» **Work to complete**: Going through the data below, copy out each line where the word "VALLEY" shows up.

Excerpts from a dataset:
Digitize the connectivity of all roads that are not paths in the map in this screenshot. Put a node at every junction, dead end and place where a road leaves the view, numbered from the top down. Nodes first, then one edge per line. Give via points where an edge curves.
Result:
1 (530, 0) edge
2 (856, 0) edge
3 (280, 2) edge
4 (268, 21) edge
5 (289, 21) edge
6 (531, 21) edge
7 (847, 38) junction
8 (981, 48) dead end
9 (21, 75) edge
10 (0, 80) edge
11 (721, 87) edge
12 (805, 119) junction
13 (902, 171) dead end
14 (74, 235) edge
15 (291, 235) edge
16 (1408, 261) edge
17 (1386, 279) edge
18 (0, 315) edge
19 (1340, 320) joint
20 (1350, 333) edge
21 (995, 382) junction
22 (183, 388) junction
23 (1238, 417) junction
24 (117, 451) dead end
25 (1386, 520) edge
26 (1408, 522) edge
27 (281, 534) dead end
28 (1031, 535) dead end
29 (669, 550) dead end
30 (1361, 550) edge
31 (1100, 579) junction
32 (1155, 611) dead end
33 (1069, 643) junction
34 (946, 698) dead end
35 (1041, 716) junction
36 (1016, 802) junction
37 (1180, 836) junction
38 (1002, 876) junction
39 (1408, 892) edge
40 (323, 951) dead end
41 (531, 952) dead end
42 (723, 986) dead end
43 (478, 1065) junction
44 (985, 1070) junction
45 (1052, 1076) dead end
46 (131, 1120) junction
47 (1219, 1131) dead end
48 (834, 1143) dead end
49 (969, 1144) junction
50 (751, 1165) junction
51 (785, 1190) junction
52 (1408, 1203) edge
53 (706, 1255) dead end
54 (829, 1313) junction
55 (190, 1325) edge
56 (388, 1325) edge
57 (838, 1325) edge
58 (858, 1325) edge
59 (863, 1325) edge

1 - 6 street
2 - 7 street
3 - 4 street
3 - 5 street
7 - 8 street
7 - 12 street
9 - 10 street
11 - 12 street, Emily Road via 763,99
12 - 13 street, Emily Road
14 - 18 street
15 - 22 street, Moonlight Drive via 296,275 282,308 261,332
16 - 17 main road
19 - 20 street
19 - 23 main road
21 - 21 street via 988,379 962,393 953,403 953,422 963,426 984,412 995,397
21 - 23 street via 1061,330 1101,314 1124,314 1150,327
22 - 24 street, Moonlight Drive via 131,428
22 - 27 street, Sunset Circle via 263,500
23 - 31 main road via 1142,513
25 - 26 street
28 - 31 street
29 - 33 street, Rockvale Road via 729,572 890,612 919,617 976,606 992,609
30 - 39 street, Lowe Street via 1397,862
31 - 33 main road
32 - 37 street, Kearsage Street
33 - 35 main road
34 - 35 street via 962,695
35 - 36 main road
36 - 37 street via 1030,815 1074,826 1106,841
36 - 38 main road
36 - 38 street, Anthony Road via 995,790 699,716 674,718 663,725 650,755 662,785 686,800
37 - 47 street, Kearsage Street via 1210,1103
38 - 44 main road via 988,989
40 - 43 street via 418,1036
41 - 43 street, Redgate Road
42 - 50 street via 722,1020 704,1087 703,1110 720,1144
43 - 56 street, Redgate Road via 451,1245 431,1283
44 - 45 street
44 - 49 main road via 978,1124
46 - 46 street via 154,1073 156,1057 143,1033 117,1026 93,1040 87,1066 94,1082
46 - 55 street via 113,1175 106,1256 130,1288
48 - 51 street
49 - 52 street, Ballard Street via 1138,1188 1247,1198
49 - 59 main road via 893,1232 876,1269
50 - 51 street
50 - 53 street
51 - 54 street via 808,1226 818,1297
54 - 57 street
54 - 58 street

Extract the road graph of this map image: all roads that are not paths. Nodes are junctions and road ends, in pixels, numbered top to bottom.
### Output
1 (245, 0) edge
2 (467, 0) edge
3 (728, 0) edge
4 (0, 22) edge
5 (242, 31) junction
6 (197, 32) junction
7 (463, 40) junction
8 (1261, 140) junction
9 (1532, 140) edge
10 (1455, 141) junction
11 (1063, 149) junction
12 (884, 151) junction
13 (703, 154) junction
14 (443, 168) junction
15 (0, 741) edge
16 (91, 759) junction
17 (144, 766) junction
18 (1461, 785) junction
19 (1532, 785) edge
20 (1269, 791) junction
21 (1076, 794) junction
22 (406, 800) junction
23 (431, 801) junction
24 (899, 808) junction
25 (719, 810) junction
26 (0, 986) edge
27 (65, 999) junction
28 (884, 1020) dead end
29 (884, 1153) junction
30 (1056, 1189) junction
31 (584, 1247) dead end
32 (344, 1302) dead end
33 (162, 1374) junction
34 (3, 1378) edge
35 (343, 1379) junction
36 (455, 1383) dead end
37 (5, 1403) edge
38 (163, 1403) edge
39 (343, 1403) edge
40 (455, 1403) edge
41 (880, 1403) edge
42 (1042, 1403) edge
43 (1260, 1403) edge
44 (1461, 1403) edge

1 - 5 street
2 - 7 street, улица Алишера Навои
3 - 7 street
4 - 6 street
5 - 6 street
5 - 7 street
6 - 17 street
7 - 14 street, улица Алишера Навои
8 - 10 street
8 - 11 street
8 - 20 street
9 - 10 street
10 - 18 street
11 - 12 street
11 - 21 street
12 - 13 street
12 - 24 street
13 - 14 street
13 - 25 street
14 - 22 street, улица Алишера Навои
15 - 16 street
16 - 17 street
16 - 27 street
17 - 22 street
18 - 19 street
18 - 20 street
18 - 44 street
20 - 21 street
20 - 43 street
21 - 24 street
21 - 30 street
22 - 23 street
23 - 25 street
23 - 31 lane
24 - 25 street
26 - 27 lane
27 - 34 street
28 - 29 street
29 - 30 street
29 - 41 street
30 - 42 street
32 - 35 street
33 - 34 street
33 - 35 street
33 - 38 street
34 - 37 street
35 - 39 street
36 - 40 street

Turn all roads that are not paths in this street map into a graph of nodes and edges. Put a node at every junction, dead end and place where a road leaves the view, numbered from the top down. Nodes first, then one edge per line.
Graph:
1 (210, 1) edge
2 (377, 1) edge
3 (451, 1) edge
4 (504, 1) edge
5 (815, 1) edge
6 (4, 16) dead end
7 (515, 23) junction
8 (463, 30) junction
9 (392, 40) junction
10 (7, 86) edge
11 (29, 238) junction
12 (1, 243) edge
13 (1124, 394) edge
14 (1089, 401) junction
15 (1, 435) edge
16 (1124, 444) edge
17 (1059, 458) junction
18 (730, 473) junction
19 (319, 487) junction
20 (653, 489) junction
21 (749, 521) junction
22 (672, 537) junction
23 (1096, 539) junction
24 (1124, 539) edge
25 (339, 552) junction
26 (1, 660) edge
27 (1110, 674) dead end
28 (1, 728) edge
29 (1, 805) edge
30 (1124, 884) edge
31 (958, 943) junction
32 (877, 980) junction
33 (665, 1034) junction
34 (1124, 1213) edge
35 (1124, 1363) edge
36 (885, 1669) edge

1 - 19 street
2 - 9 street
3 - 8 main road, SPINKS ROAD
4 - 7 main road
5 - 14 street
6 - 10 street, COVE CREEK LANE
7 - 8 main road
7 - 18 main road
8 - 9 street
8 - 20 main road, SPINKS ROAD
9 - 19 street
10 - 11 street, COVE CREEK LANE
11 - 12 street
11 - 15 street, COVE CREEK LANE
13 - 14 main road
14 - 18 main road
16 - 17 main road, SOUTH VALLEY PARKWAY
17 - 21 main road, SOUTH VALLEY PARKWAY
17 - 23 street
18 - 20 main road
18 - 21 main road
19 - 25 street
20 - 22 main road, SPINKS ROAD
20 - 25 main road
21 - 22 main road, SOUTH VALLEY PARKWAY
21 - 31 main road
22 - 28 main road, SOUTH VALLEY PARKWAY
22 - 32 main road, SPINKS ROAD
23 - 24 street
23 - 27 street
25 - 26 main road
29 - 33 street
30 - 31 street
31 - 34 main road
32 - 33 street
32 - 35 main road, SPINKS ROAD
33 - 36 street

» **The answer**:
16 - 17 main road, SOUTH VALLEY PARKWAY
17 - 21 main road, SOUTH VALLEY PARKWAY
21 - 22 main road, SOUTH VALLEY PARKWAY
22 - 28 main road, SOUTH VALLEY PARKWAY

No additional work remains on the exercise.